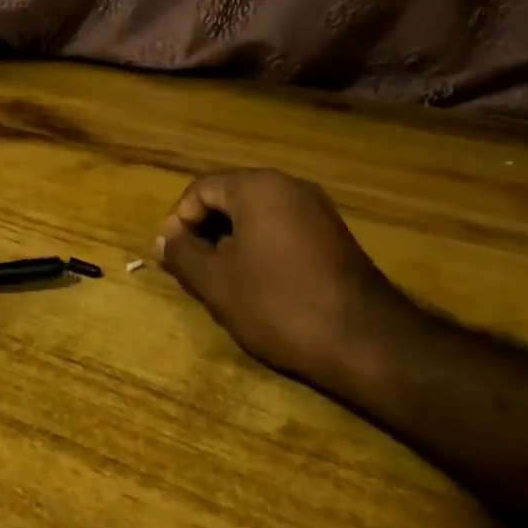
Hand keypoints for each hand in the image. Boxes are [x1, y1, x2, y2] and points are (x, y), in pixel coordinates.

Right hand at [154, 169, 413, 395]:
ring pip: (256, 214)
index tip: (170, 257)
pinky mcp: (333, 235)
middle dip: (203, 230)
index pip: (201, 189)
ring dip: (230, 240)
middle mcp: (290, 187)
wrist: (365, 341)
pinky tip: (256, 283)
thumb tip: (163, 240)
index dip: (178, 220)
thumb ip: (182, 254)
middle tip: (191, 268)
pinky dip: (259, 247)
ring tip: (219, 279)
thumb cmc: (279, 304)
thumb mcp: (217, 282)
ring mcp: (317, 210)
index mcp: (258, 188)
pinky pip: (282, 228)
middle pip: (229, 196)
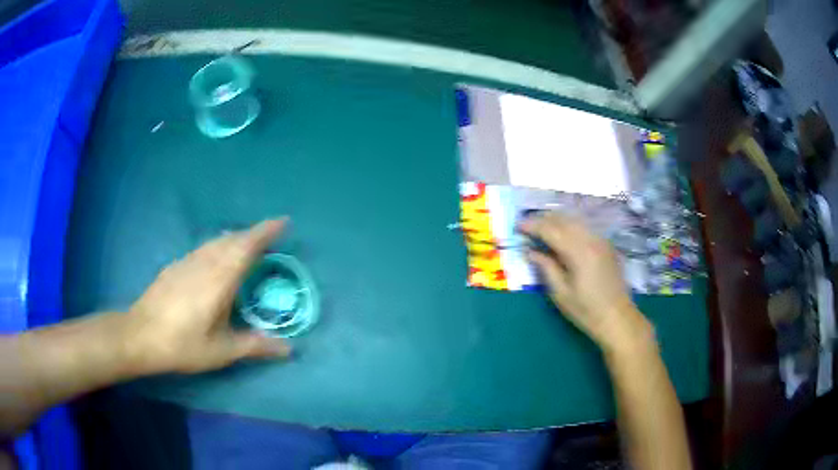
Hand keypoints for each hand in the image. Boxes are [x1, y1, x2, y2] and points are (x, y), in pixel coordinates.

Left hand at [122, 219, 291, 373]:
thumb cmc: (183, 344)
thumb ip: (256, 346)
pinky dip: (218, 246)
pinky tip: (216, 260)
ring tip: (247, 246)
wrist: (140, 335)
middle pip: (232, 239)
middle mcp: (204, 262)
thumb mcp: (222, 350)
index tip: (284, 222)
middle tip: (270, 238)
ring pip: (216, 241)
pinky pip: (204, 248)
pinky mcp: (175, 266)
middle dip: (253, 234)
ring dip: (235, 238)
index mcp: (219, 278)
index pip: (247, 246)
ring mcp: (187, 261)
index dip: (266, 232)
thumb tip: (289, 349)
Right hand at [519, 212, 650, 350]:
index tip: (517, 226)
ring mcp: (600, 240)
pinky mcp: (606, 244)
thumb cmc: (586, 310)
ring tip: (541, 228)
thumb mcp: (560, 293)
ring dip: (556, 220)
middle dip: (543, 219)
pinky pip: (584, 227)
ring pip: (574, 220)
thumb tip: (530, 251)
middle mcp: (590, 239)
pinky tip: (561, 234)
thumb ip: (546, 267)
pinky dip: (569, 225)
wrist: (617, 318)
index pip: (550, 230)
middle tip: (526, 225)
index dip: (532, 226)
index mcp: (578, 252)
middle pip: (563, 219)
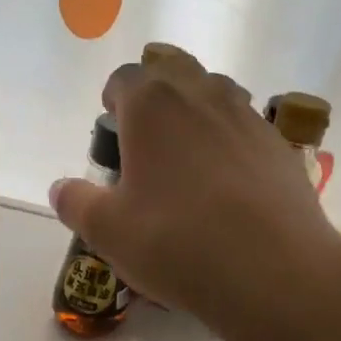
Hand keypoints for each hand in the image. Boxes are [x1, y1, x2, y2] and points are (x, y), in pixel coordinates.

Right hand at [48, 47, 340, 340]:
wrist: (274, 271)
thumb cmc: (177, 242)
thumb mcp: (107, 231)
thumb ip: (76, 203)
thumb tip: (60, 188)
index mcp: (152, 105)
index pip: (125, 77)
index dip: (113, 97)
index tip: (111, 126)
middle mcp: (202, 95)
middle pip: (173, 70)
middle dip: (155, 91)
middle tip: (146, 134)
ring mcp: (247, 117)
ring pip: (216, 92)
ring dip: (196, 108)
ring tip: (188, 154)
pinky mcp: (280, 146)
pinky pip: (246, 126)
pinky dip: (231, 139)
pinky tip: (229, 183)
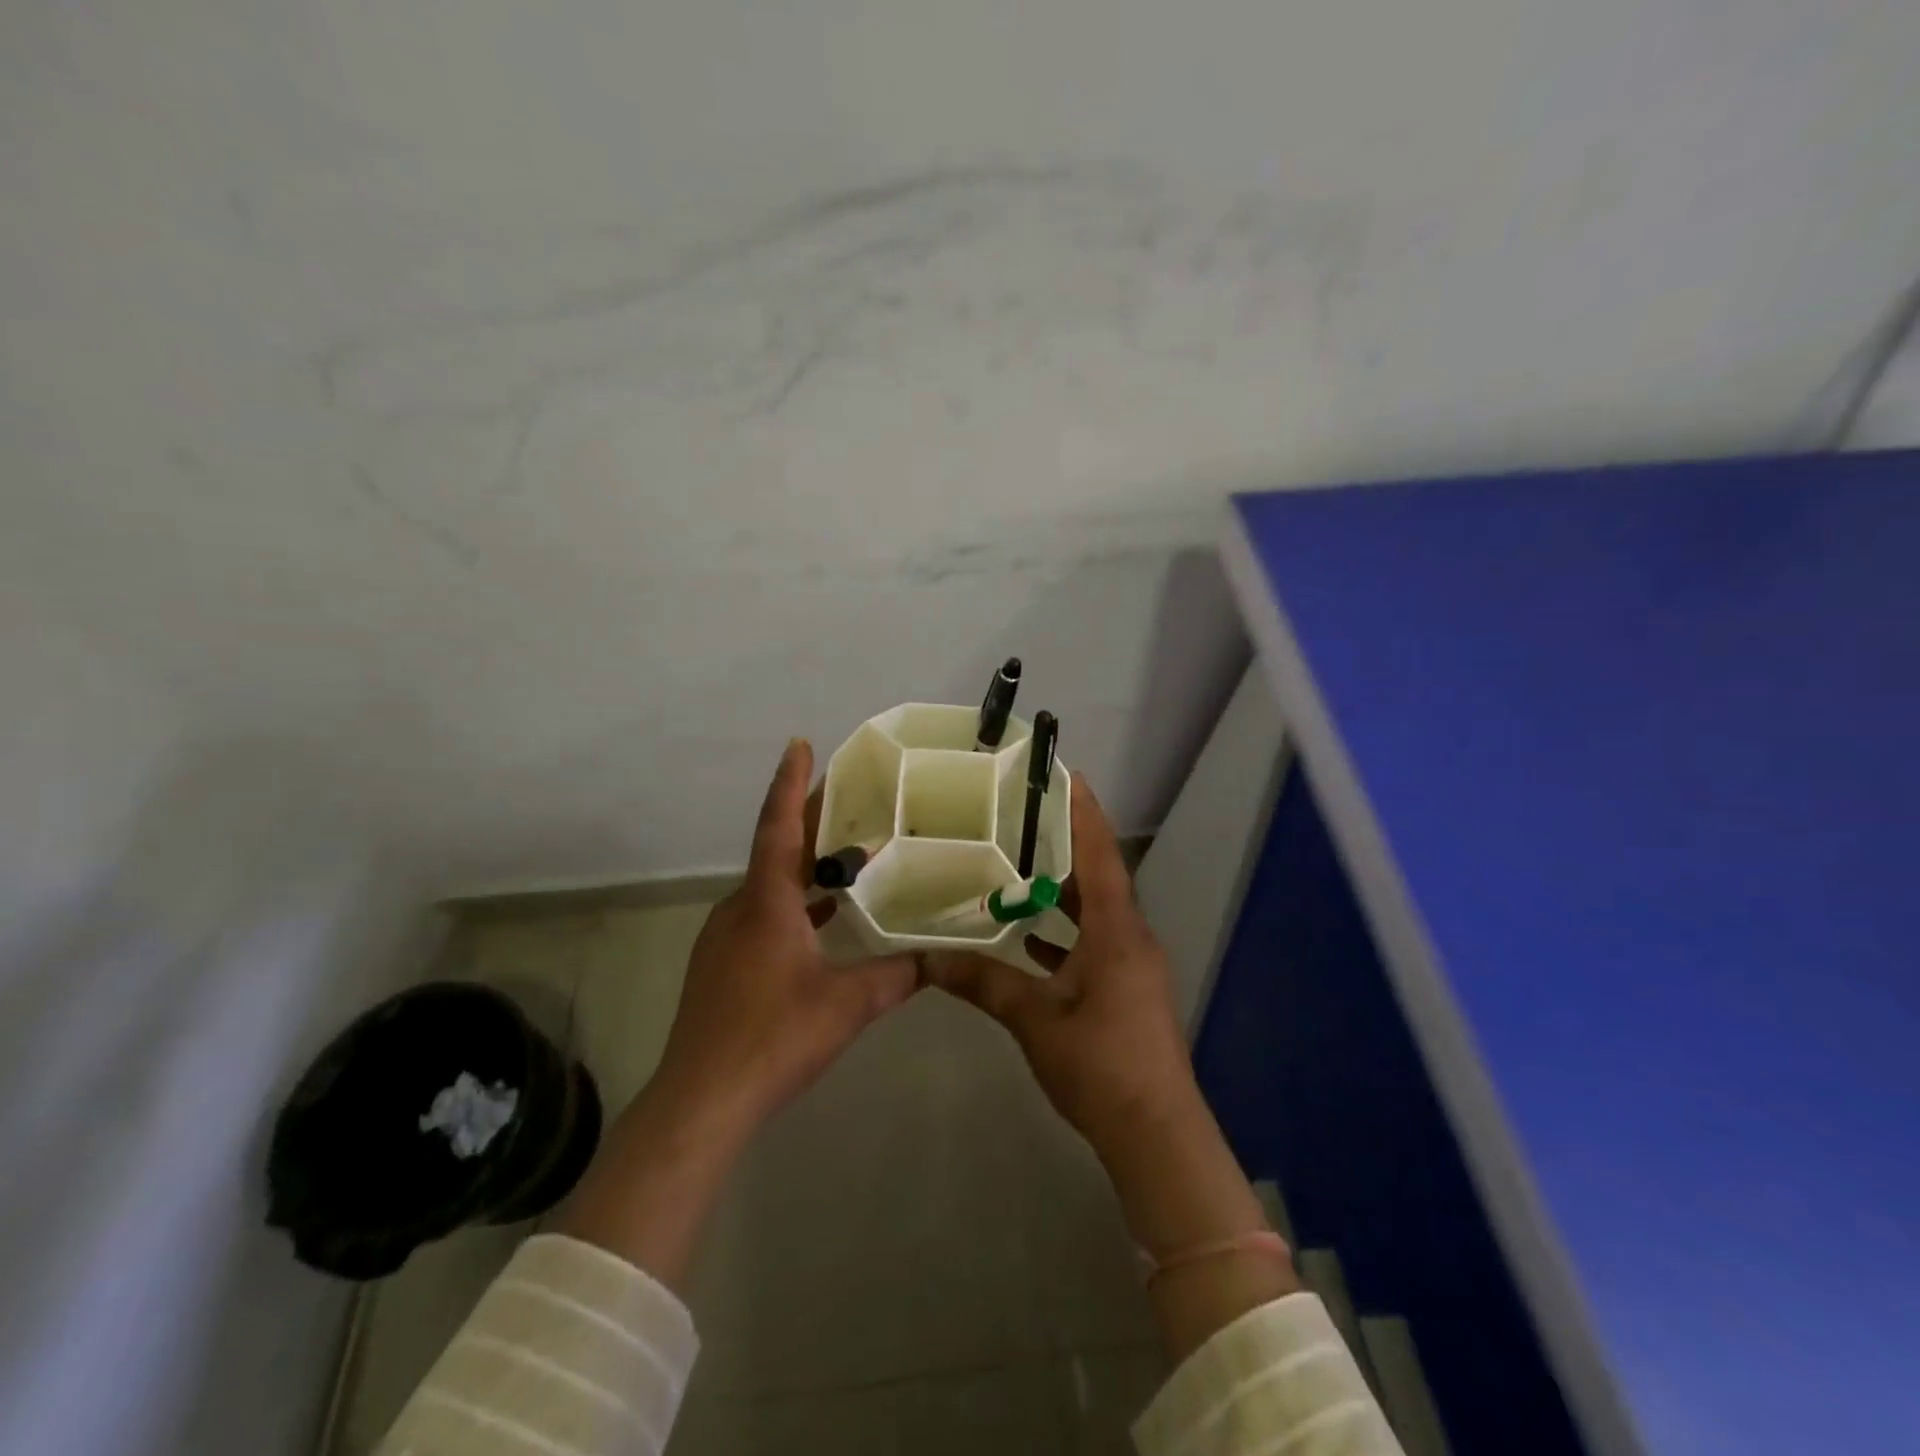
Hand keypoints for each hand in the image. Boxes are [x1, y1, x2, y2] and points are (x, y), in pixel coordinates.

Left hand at [650, 738, 922, 1139]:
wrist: (701, 1099)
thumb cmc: (774, 1036)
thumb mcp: (847, 1004)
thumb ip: (895, 976)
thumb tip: (936, 959)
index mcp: (766, 904)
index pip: (779, 828)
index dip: (791, 784)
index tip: (800, 744)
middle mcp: (739, 909)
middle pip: (775, 851)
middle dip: (808, 822)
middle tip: (848, 801)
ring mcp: (723, 939)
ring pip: (767, 887)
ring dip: (802, 869)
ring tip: (844, 861)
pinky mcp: (720, 966)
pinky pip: (760, 915)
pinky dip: (791, 905)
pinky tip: (818, 925)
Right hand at [923, 772, 1197, 1156]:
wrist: (1155, 1132)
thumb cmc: (1100, 1064)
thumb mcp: (1035, 1018)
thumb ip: (984, 981)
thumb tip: (927, 956)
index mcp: (1116, 932)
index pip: (1101, 856)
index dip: (1085, 814)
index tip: (1067, 776)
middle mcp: (1130, 938)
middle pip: (1097, 878)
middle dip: (1064, 848)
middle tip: (1020, 822)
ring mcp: (1132, 966)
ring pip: (1094, 913)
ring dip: (1060, 894)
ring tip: (1015, 872)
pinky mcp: (1127, 990)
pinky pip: (1094, 944)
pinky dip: (1063, 934)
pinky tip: (1027, 940)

WHAT YOU HAVE TO DO:
Extract, verbatim and alone, the lines from the line that contains "ring mcp: (247, 117)" to the last line of the records, inclusive; drop any picture.

YOUR SOLUTION:
ring mcp: (247, 117)
ring pip: (216, 92)
ring dip: (196, 108)
ring tip: (188, 154)
pinky mcp: (280, 146)
pinky pip: (246, 126)
pinky dip: (231, 139)
pinky tip: (229, 183)
Hand keypoints for each hand in the image. Boxes are [x1, y1, x2, y2] and points are (x, y), in pixel coordinates.

Left hand at [650, 738, 922, 1139]:
wrist: (701, 1099)
thumb cmc: (774, 1036)
thumb mcp: (847, 1004)
thumb ip: (895, 976)
thumb tip: (936, 959)
index mcp: (766, 904)
index pip: (779, 828)
index dip: (791, 784)
index tip: (800, 744)
middle mcp: (739, 909)
middle pip: (775, 851)
middle dip: (808, 822)
middle tip: (848, 801)
ring mcp: (723, 939)
ring pip: (767, 887)
ring dip: (802, 869)
ring tip: (844, 861)
pinky mcp: (720, 966)
pinky pip: (760, 915)
pinky dip: (791, 905)
pinky tip: (818, 925)
Right hand at [923, 772, 1197, 1156]:
wrist: (1155, 1132)
thumb cmc: (1100, 1064)
thumb mcp: (1035, 1018)
thumb ip: (984, 981)
thumb tip: (927, 956)
index mcp: (1116, 932)
index pip: (1101, 856)
index dip: (1085, 814)
index tip: (1067, 776)
middle mcp: (1130, 938)
middle pip: (1097, 878)
middle dip: (1064, 848)
middle tip: (1020, 822)
ring mcp: (1132, 966)
ring pip: (1094, 913)
ring dip: (1060, 894)
ring tip: (1015, 872)
pinky mcp: (1127, 990)
pinky pip: (1094, 944)
pinky dip: (1063, 934)
pinky tip: (1027, 940)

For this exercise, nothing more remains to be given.